Faixa a faixa: “Corpo Nós”, Guilherme Held

introdução por Luiz Chagas
faixa a faixa por Guilherme Held

Gui Held é o nome quando se fala em guitarra contemporânea no Brasil. O som que tira de sua Gibson 335 (a que usa é uma de 12 cordas que ele toca com 6) emoldura o que há de moderno no país, soando dos porões aos grandes palcos com a mesma intensidade. Exatamente como Lanny Gordin há meio século, um trabalho com o qual o de Gui se confunde. E não se trata de simples admiração (mútua no caso). Os dois nasceram no mesmo dia do mesmo mês e se conheceram assim que Gui chegou de Araçatuba, interior de São Paulo, onde nasceu e ouviu Lanny pela primeira vez.

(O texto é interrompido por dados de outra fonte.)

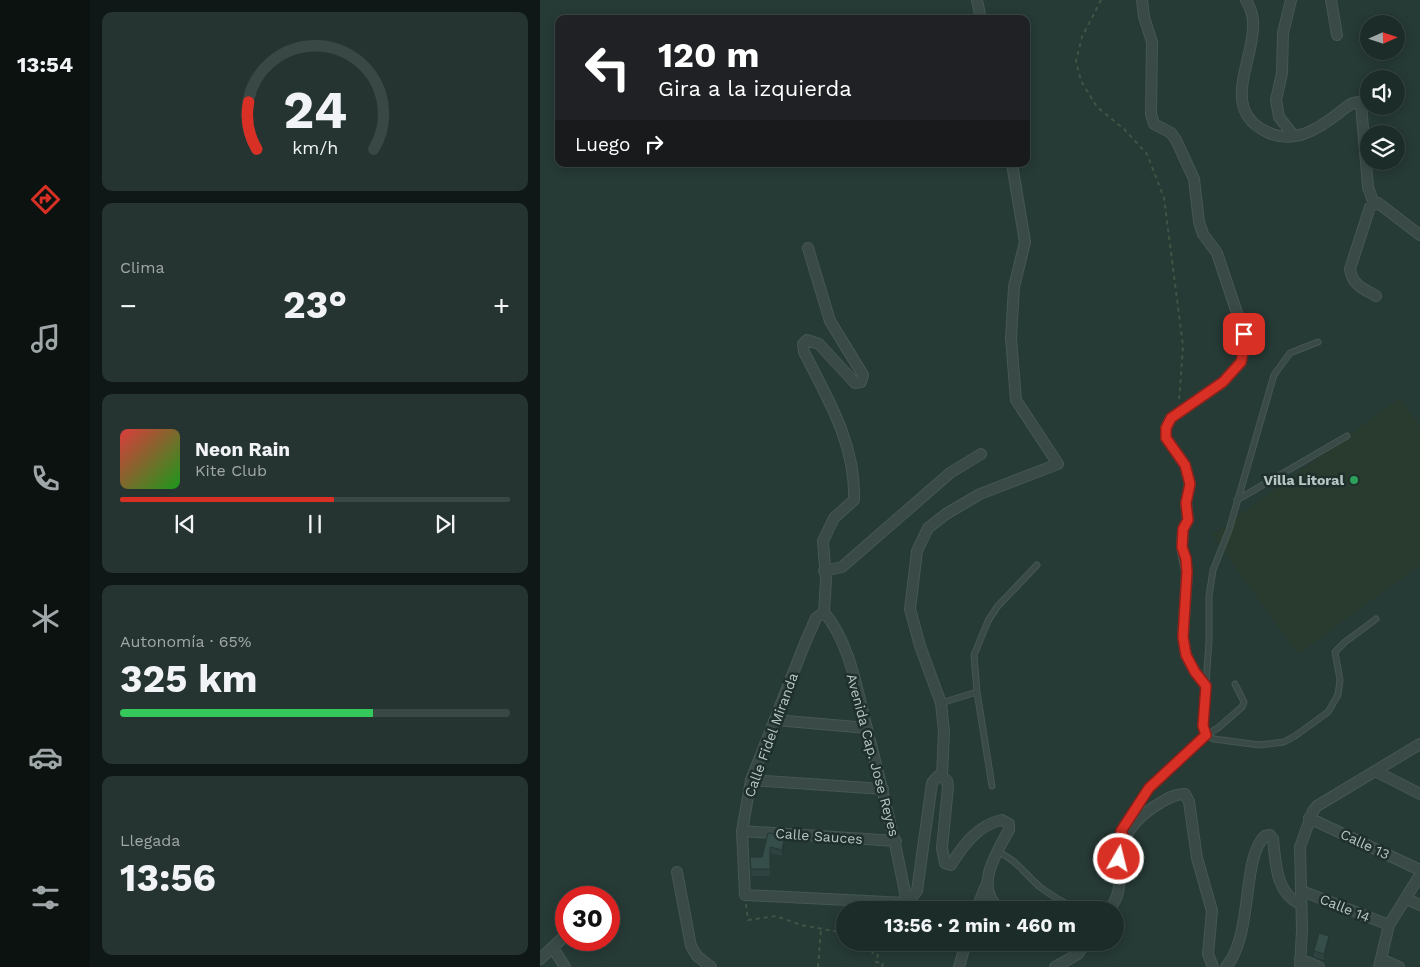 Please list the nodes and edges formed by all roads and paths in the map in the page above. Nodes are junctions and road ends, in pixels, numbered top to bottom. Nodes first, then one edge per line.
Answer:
1 (977, 0) edge
2 (1101, 0) edge
3 (1142, 0) edge
4 (1246, 0) edge
5 (1291, 0) edge
6 (1331, 0) edge
7 (980, 15) edge
8 (1337, 35) dead end
9 (1294, 136) junction
10 (1013, 167) edge
11 (1374, 204) junction
12 (1420, 235) edge
13 (808, 248) dead end
14 (1376, 296) dead end
15 (1318, 342) dead end
16 (1176, 414) junction
17 (1347, 436) dead end
18 (981, 454) dead end
19 (1237, 500) junction
20 (1036, 565) dead end
21 (824, 571) junction
22 (824, 612) junction
23 (1376, 619) dead end
24 (1235, 684) dead end
25 (1206, 686) junction
26 (976, 692) junction
27 (941, 703) junction
28 (775, 720) junction
29 (866, 728) junction
30 (1206, 735) junction
31 (1420, 744) edge
32 (1375, 771) junction
33 (942, 776) junction
34 (750, 780) junction
35 (992, 786) dead end
36 (883, 788) junction
37 (1420, 794) edge
38 (1309, 818) junction
39 (742, 831) junction
40 (1124, 838) junction
41 (896, 841) junction
42 (997, 852) junction
43 (1420, 870) edge
44 (677, 872) dead end
45 (1420, 875) edge
46 (987, 882) junction
47 (1302, 891) junction
48 (745, 895) junction
49 (1406, 899) junction
50 (866, 901) edge
51 (907, 901) edge
52 (909, 901) edge
53 (980, 901) edge
54 (992, 901) edge
55 (1060, 901) edge
56 (1114, 901) edge
57 (1300, 904) junction
58 (1420, 905) edge
59 (1389, 926) junction
60 (821, 929) junction
61 (836, 932) edge
62 (553, 948) joint
63 (872, 951) edge
64 (963, 951) edge
65 (1080, 951) edge
66 (540, 959) edge
67 (1300, 963) edge
68 (1380, 963) edge
69 (565, 967) edge
70 (711, 967) edge
71 (818, 967) edge
72 (882, 967) edge
73 (959, 967) edge
74 (1055, 967) edge
75 (1213, 967) edge
76 (1226, 967) edge
77 (1319, 967) edge
78 (1399, 967) edge

1 - 7 street
2 - 16 path
3 - 16 street
4 - 9 street
5 - 9 street
6 - 8 street
9 - 11 street
10 - 27 street
11 - 12 street
11 - 14 street
13 - 21 street
15 - 19 lane
16 - 25 street
17 - 19 lane
18 - 21 street
19 - 25 lane
20 - 26 lane
21 - 22 street
22 - 28 street, Calle Fidel Miranda
22 - 29 street, Avenida Cap. Jose Reyes
23 - 30 lane
24 - 30 lane
25 - 30 lane
26 - 27 lane
26 - 35 lane
27 - 33 street
28 - 29 street
28 - 34 street, Calle Fidel Miranda
29 - 36 street, Avenida Cap. Jose Reyes
30 - 40 lane
31 - 32 street
32 - 37 street
32 - 38 street
33 - 42 street
33 - 52 street
34 - 36 street
34 - 39 street, Calle Fidel Miranda
36 - 41 street, Avenida Cap. Jose Reyes
38 - 43 street, Calle 13
38 - 47 street
39 - 41 street, Calle Sauces
39 - 48 street, Calle Fidel Miranda
40 - 56 street
40 - 75 street
41 - 51 street, Avenida Cap. Jose Reyes
42 - 46 street
42 - 55 lane
44 - 70 street
45 - 49 street
46 - 53 street
46 - 54 street
47 - 57 street
47 - 59 street, Calle 14
48 - 50 street
48 - 60 path
49 - 58 street
49 - 59 street
57 - 67 street
57 - 76 street
59 - 68 street
60 - 61 path
60 - 71 path
62 - 66 street
62 - 69 street
63 - 72 path
64 - 73 street
65 - 74 street
67 - 77 street
68 - 78 street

Identificação absoluta. Durante anos tocaram juntos, moraram juntos, trocaram experiências de música e de vida, forneceram combustível para artistas incendiários como Macalé – no caso, em épocas distintas! Muitos consideram Gui herdeiro da psicodelia, da pirotecnia de Lanny, esquecendo-se que para este músico nascido em Xangai a performance explosiva encobria uma destreza sobre-humana, uma cultura musical enciclopédica, uma concepção originalíssima para arranjos aliada a uma capacidade de liderança musical surpreendente para quem o via como o “guitarrista louquinho da Gal”. E são nestes quesitos que Gui Held melhor se enquadra.

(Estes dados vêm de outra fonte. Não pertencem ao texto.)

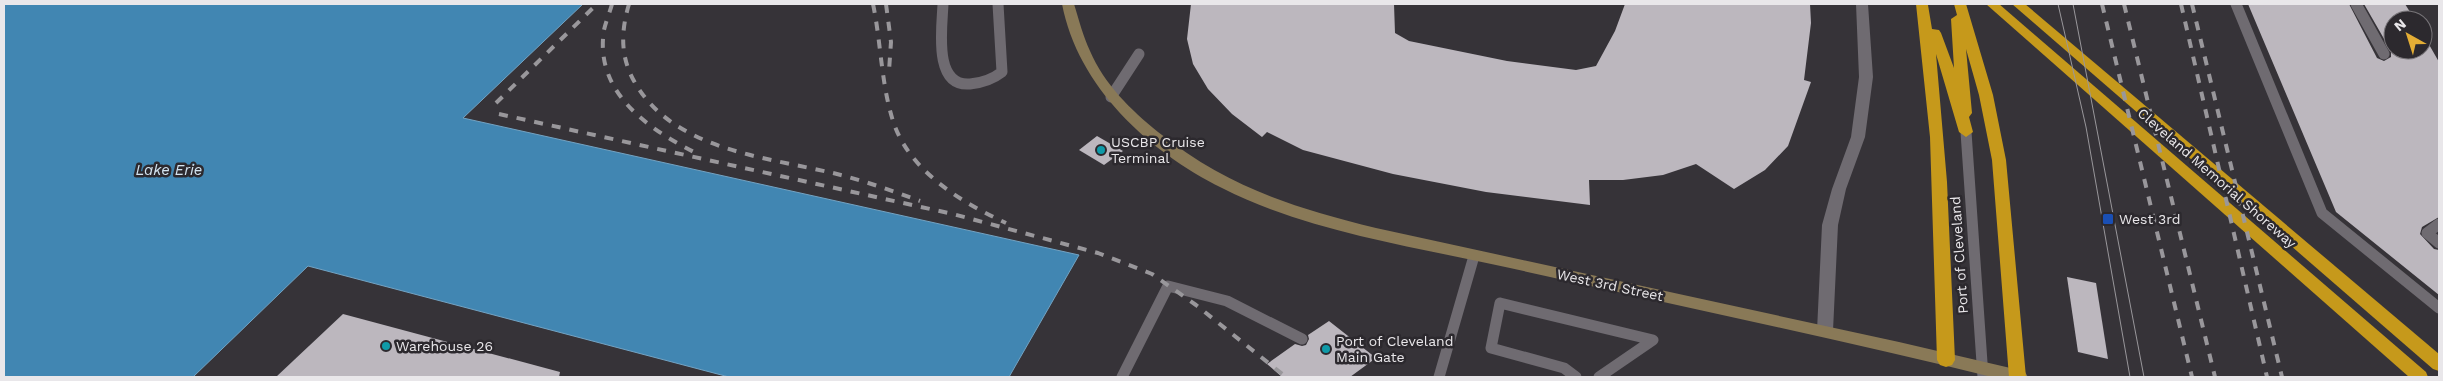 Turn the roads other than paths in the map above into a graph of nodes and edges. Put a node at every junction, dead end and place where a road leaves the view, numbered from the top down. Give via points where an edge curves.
1 (943, 4) edge
2 (998, 4) edge
3 (1068, 4) edge
4 (1862, 4) edge
5 (1922, 4) edge
6 (1958, 4) edge
7 (1992, 4) edge
8 (2018, 4) edge
9 (2236, 4) edge
10 (2356, 4) edge
11 (2383, 52) edge
12 (1138, 54) dead end
13 (1112, 97) junction
14 (1966, 132) junction
15 (2439, 224) edge
16 (2439, 242) edge
17 (1474, 256) junction
18 (2439, 308) edge
19 (1825, 331) junction
20 (1302, 339) dead end
21 (1951, 361) junction
22 (2439, 364) edge
23 (2014, 376) edge
24 (1122, 377) edge
25 (1439, 377) edge
26 (1576, 377) edge
27 (1599, 377) edge
28 (1983, 377) edge
29 (2420, 377) edge

1 - 2 lane via 941,51 948,77 955,84 968,86 995,78 1002,72
3 - 13 street, West 3rd Street via 1072,28 1079,43
4 - 19 street via 1866,77 1858,137 1830,225
5 - 14 highway via 1946,62
5 - 21 highway via 1937,110
6 - 14 highway via 1956,30
6 - 23 highway via 1986,95 1998,152
7 - 29 highway, Cleveland Memorial Shoreway
8 - 22 highway, Cleveland Memorial Shoreway
9 - 18 lane via 2322,213
10 - 11 lane
12 - 13 lane
13 - 17 street, West 3rd Street via 1153,136 1231,187 1311,217
14 - 28 lane, Port of Cleveland
15 - 16 lane via 2427,233
17 - 19 street, West 3rd Street
17 - 25 lane
19 - 21 street, West 3rd Street
20 - 24 lane via 1227,301 1168,286
21 - 23 street, West 3rd Street
26 - 27 lane via 1564,368 1491,348 1500,303 1653,340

Em seu disco de estreia, Gui Held ultrapassou toda a expectativa de um trabalho solo de guitarrista – expressão que é quase um pleonasmo, sugerindo auto-indulgência, exagero, incontinência digital e outras bobagens. “Corpo Nós” é maduro, maturado, fruto do trabalho de uma vida que emerge após um período delicado no caminho de Gui – onde ficou sem a Gibson original, sem o pai, sem o parceiro. É um novo ciclo que se inicia, forte, brilhante. São 17 faixas, 17 músicas, nenhuma vinheta, nenhum começo falso, nenhum retorno. Há mais de um ano que o meio musical se mantém ligado nessa movimentação provocada por Rômulo Fróes, o diretor musical, à frente de um time de músicos voltados para Gui Held, finalmente o centro e a origem de tudo.

Corpo Nós” foi concebido por Gui Held e Rômulo Fróes em um período de dois anos a partir de um acervo de quase três mil músicas, temas, trechos, rabiscos, rascunhos recolhidos e guardados em um baú por mais de uma década. As gravações levaram cerca de dez meses em São Paulo nos estúdios Held, YB, Minduca (por Fernando Narciso) e Casa das Máquinas, em Salvador (por Tadeu Mascarenhas), as músicas foram mixadas parte por Gustavo Lenza e parte por Carlos “Cacá” Lima e o disco masterizado por Felipe Tichauer.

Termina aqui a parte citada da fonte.